------ EXERCISE MATERIALS

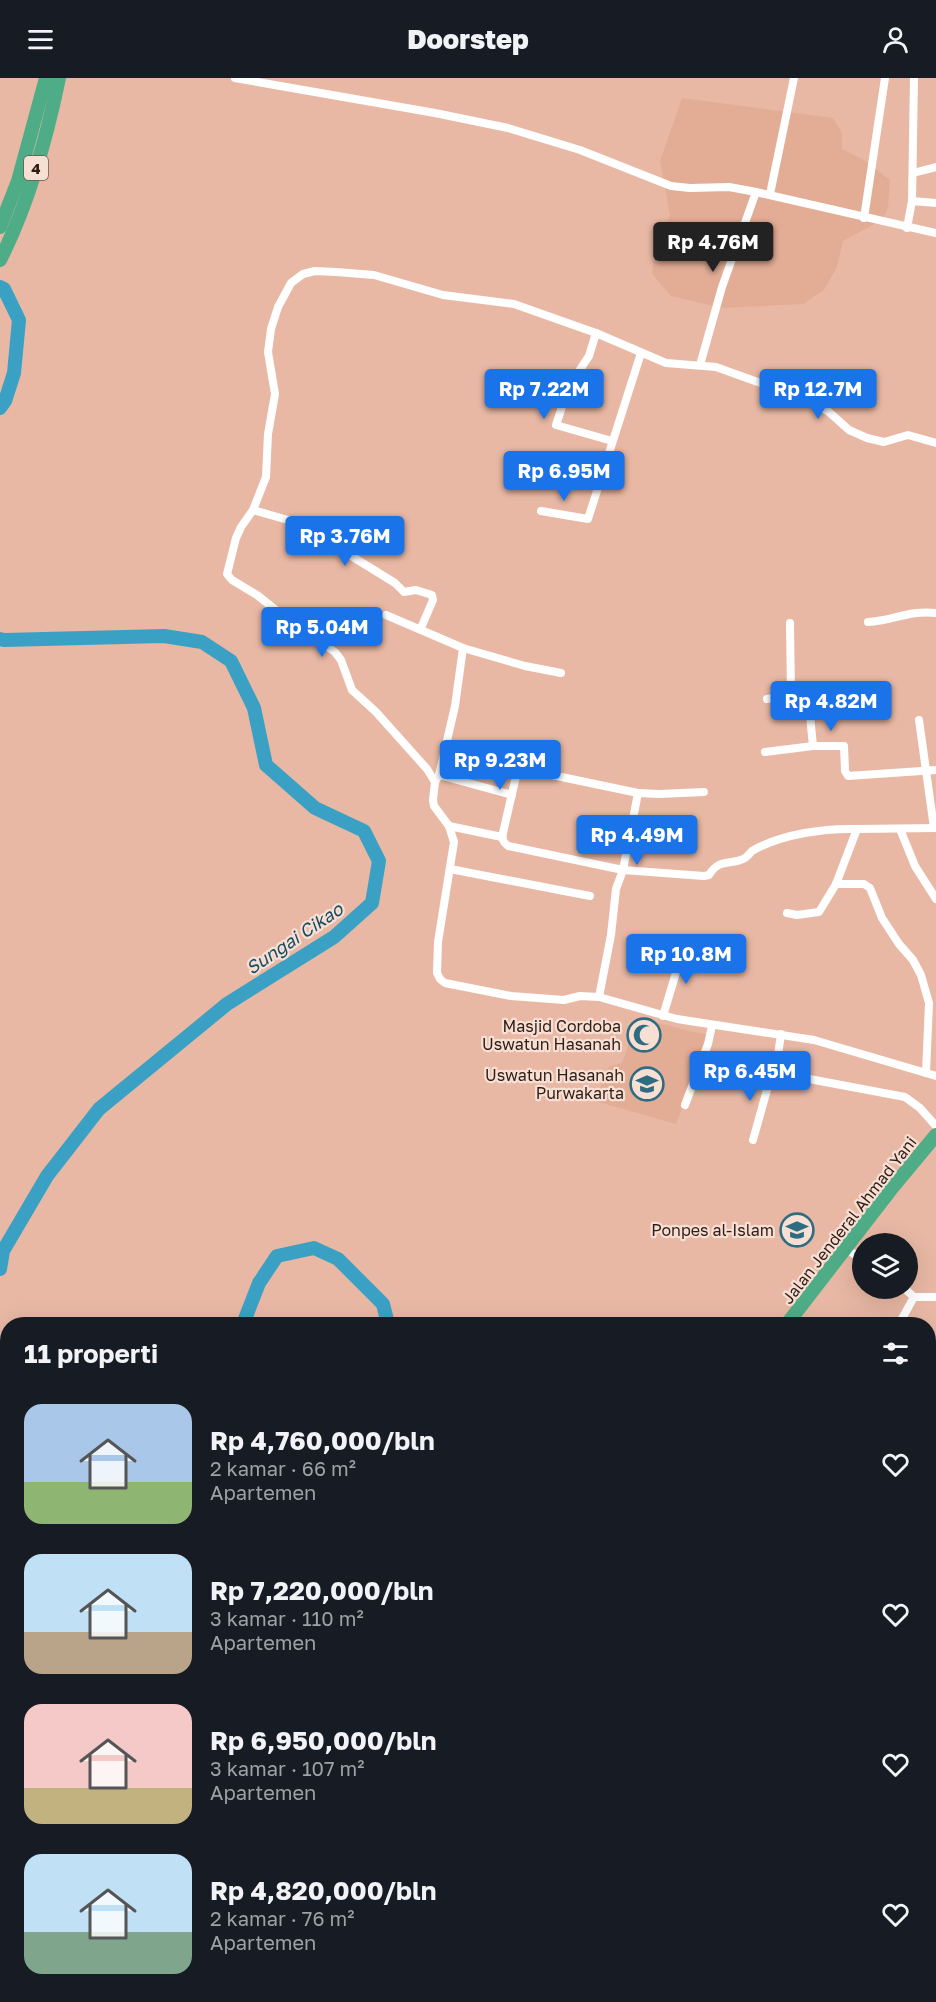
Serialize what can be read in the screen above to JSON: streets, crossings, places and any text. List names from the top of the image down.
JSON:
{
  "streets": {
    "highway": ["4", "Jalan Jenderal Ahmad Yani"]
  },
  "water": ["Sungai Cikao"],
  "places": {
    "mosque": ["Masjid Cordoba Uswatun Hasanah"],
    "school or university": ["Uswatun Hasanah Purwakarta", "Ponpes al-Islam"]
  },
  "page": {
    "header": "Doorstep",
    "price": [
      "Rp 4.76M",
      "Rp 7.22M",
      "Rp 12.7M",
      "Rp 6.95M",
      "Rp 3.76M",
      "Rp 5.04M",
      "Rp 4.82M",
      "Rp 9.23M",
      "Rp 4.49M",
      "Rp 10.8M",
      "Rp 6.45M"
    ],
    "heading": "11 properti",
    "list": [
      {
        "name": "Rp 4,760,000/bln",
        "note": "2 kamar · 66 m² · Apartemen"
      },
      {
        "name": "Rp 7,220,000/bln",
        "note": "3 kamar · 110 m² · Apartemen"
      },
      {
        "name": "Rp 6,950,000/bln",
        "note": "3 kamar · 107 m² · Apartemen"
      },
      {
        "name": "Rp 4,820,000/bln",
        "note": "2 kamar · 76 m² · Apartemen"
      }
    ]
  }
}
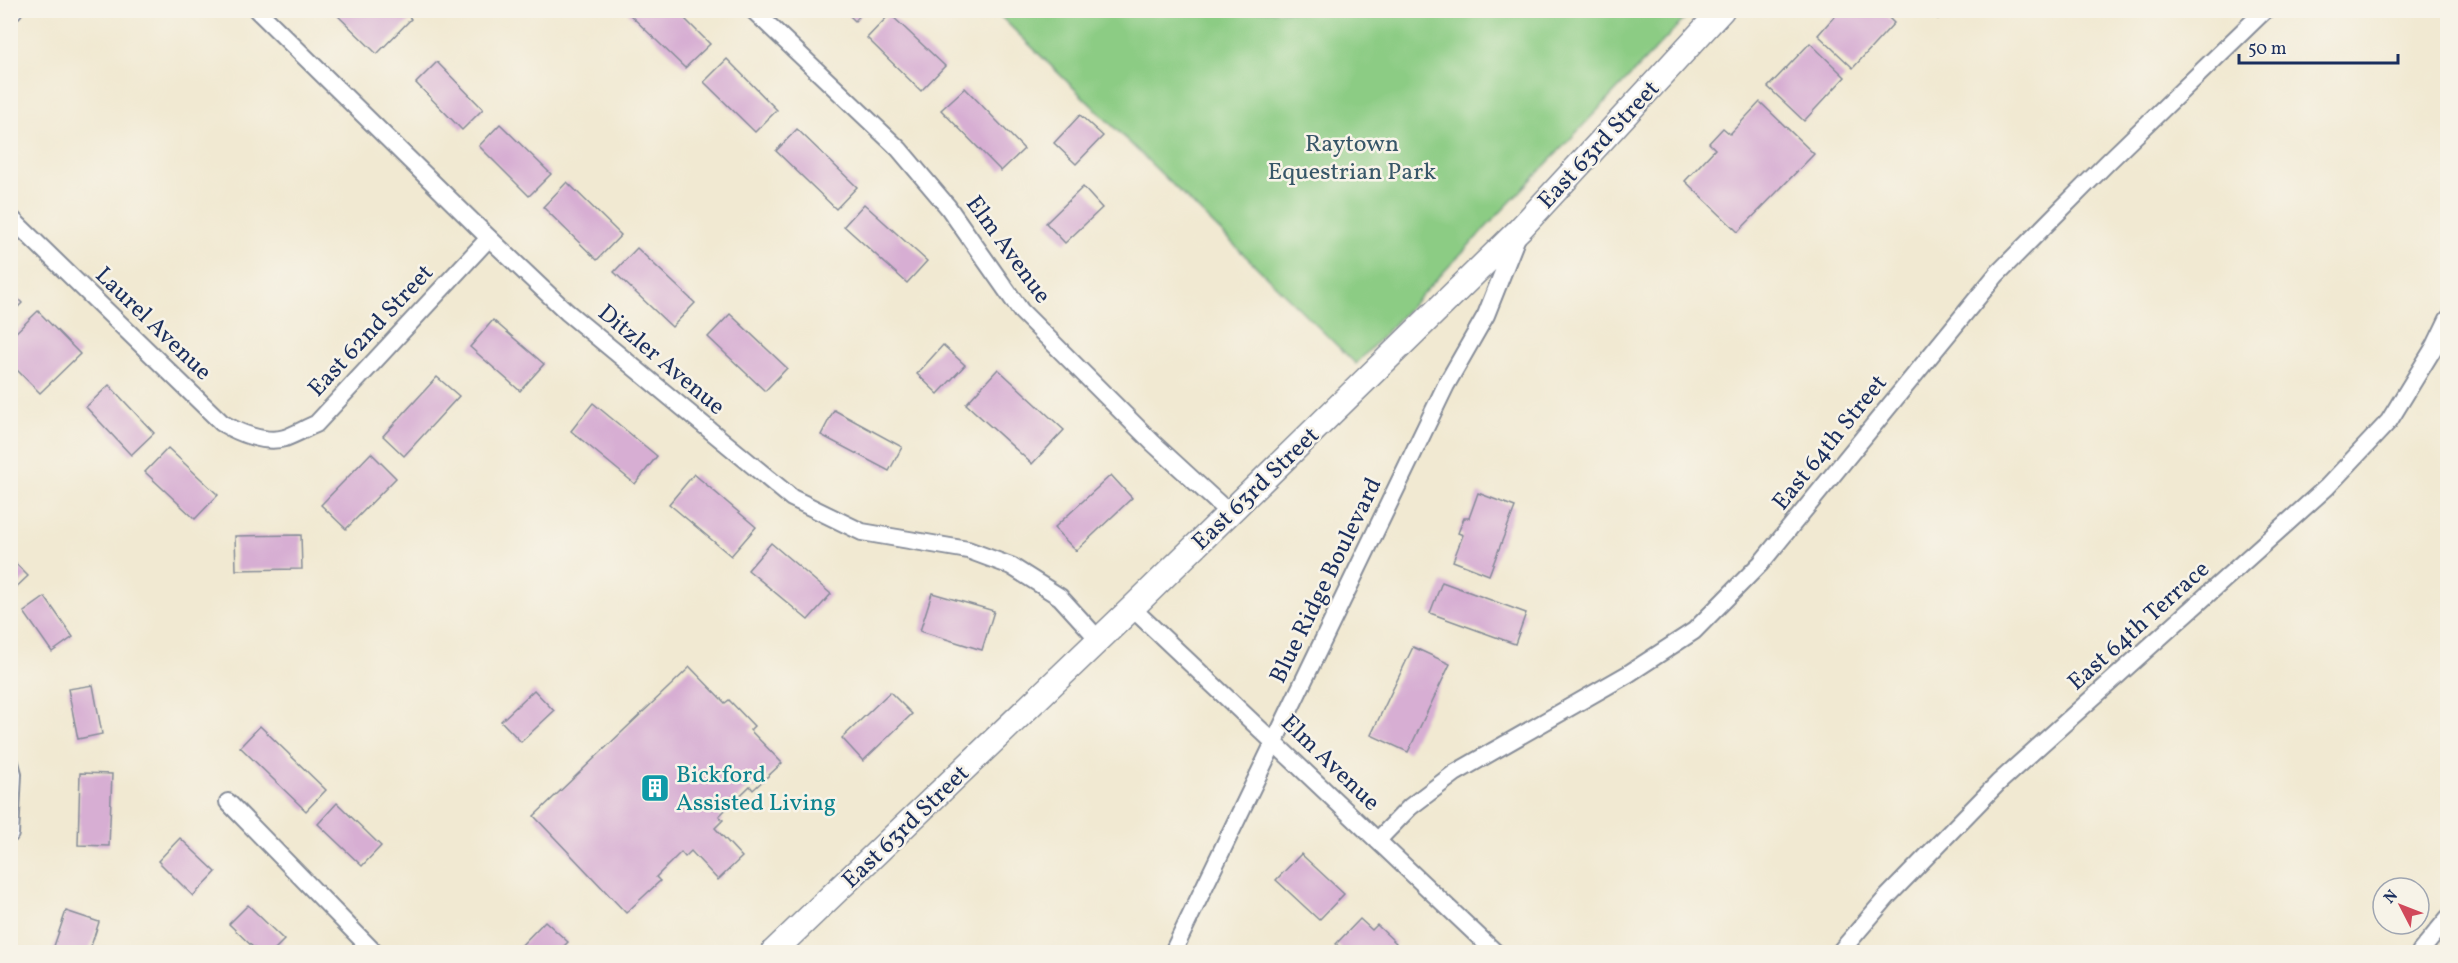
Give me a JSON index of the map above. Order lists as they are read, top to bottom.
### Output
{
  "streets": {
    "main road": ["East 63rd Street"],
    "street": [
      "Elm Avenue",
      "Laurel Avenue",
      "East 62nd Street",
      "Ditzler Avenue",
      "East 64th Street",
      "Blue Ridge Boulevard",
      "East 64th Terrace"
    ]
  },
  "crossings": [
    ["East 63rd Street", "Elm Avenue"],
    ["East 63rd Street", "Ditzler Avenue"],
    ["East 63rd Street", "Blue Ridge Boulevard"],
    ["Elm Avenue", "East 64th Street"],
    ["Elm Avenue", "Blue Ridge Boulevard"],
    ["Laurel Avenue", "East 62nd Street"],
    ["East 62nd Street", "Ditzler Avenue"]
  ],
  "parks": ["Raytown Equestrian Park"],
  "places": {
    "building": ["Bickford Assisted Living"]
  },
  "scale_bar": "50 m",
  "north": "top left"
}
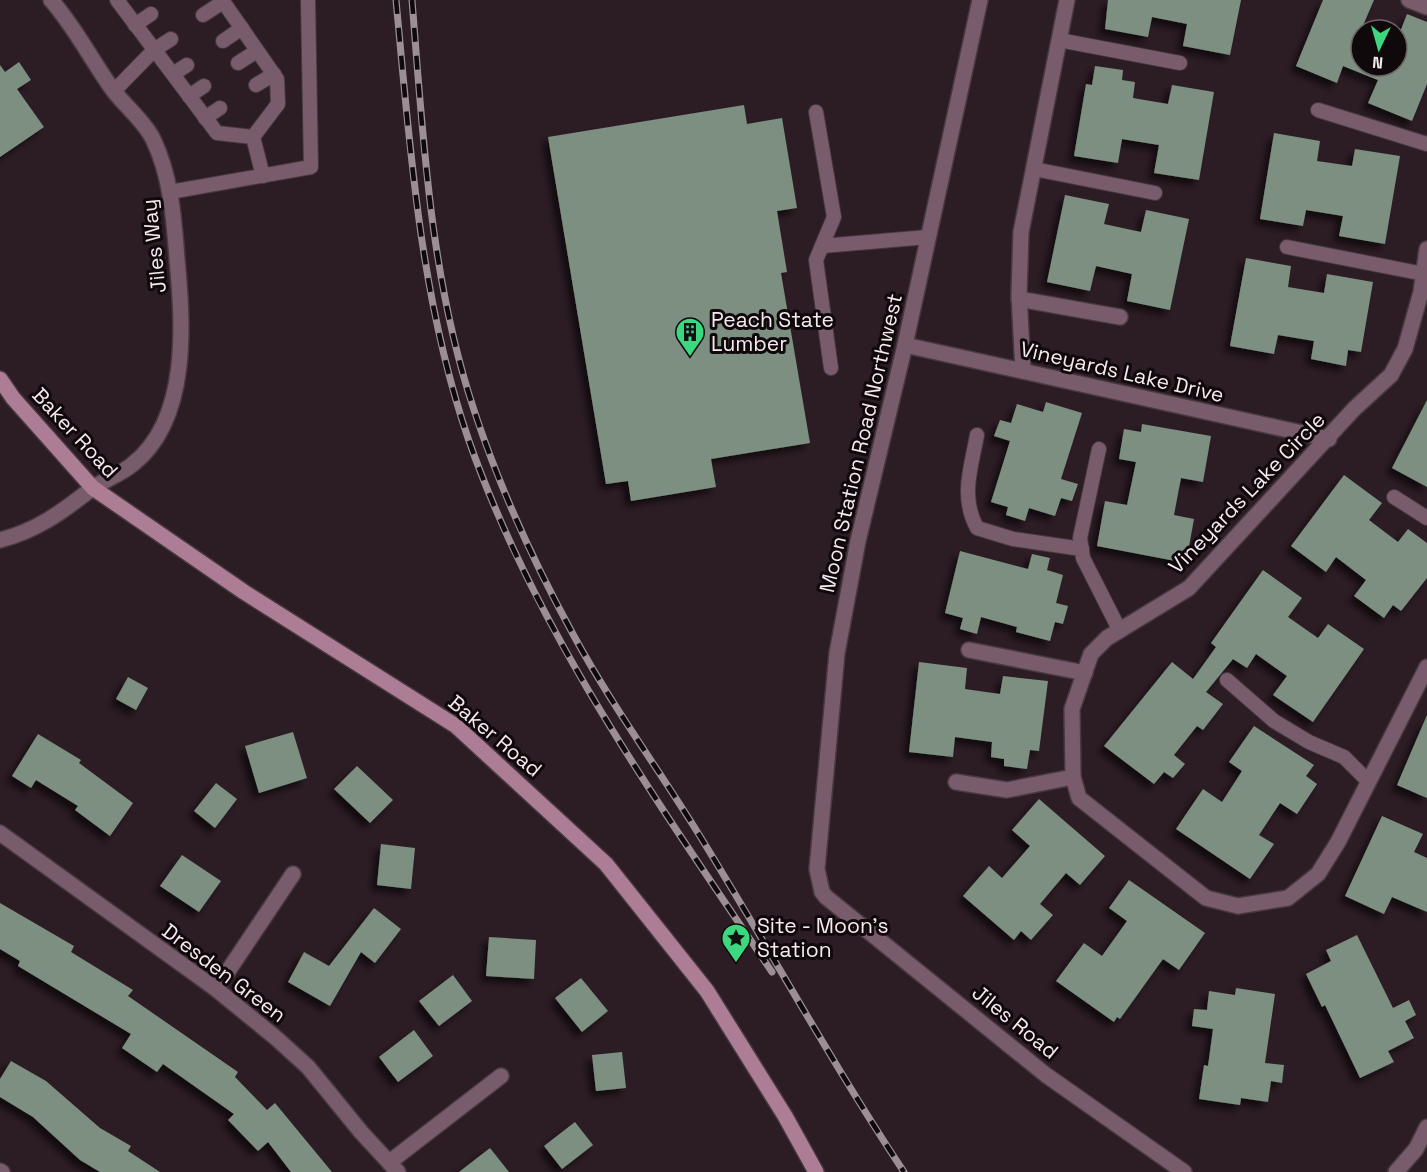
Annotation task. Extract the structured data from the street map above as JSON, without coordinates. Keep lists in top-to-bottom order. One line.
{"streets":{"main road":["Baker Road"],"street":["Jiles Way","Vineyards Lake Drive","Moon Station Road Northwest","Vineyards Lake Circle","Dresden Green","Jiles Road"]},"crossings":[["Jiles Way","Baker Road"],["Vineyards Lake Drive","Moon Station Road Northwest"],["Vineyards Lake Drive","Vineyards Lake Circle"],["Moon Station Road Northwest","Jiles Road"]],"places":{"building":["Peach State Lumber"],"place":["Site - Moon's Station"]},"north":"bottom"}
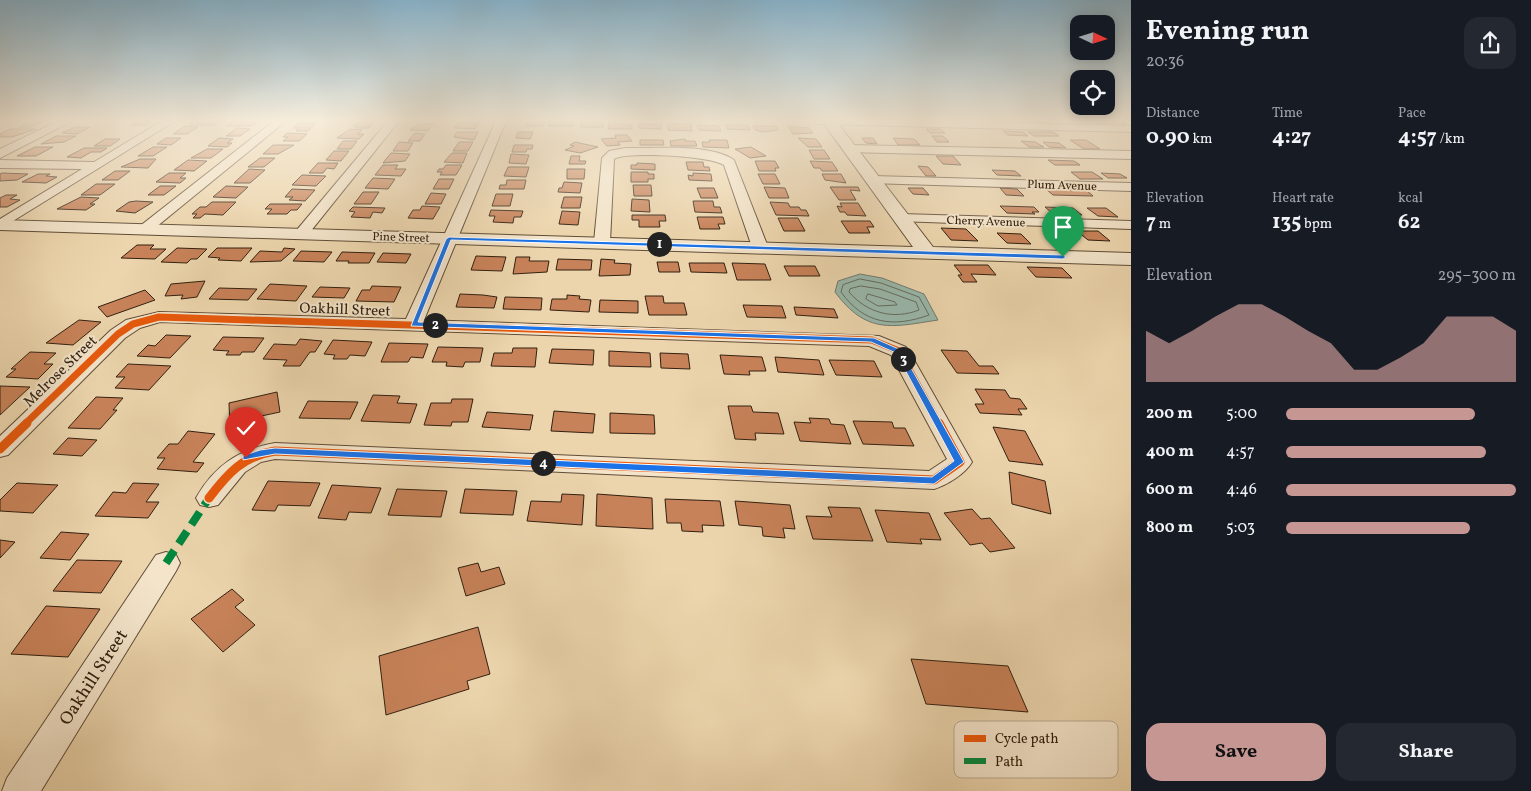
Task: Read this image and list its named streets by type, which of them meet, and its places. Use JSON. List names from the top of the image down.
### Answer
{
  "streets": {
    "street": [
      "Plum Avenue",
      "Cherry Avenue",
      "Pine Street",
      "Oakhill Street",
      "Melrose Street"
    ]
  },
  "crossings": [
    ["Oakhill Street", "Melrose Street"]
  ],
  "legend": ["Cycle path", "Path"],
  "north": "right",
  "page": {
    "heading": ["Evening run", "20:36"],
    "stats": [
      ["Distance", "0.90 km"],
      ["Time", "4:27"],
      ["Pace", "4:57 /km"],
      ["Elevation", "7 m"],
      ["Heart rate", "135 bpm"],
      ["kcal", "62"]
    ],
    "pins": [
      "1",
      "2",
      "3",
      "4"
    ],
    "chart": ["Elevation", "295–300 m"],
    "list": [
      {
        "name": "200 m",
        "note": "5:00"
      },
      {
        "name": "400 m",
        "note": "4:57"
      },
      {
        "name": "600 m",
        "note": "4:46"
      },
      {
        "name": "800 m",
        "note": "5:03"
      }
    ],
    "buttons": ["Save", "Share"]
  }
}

------------

BRIEF
Beginning with the line that has "Task: Read this", set down each line through the last one above, exactly, and nothing else.

RESPONSE AREA
Task: Read this image and list its named streets by type, which of them meet, and its places. Use JSON. List names from the top of the image down.
### Answer
{
  "streets": {
    "street": [
      "Plum Avenue",
      "Cherry Avenue",
      "Pine Street",
      "Oakhill Street",
      "Melrose Street"
    ]
  },
  "crossings": [
    ["Oakhill Street", "Melrose Street"]
  ],
  "legend": ["Cycle path", "Path"],
  "north": "right",
  "page": {
    "heading": ["Evening run", "20:36"],
    "stats": [
      ["Distance", "0.90 km"],
      ["Time", "4:27"],
      ["Pace", "4:57 /km"],
      ["Elevation", "7 m"],
      ["Heart rate", "135 bpm"],
      ["kcal", "62"]
    ],
    "pins": [
      "1",
      "2",
      "3",
      "4"
    ],
    "chart": ["Elevation", "295–300 m"],
    "list": [
      {
        "name": "200 m",
        "note": "5:00"
      },
      {
        "name": "400 m",
        "note": "4:57"
      },
      {
        "name": "600 m",
        "note": "4:46"
      },
      {
        "name": "800 m",
        "note": "5:03"
      }
    ],
    "buttons": ["Save", "Share"]
  }
}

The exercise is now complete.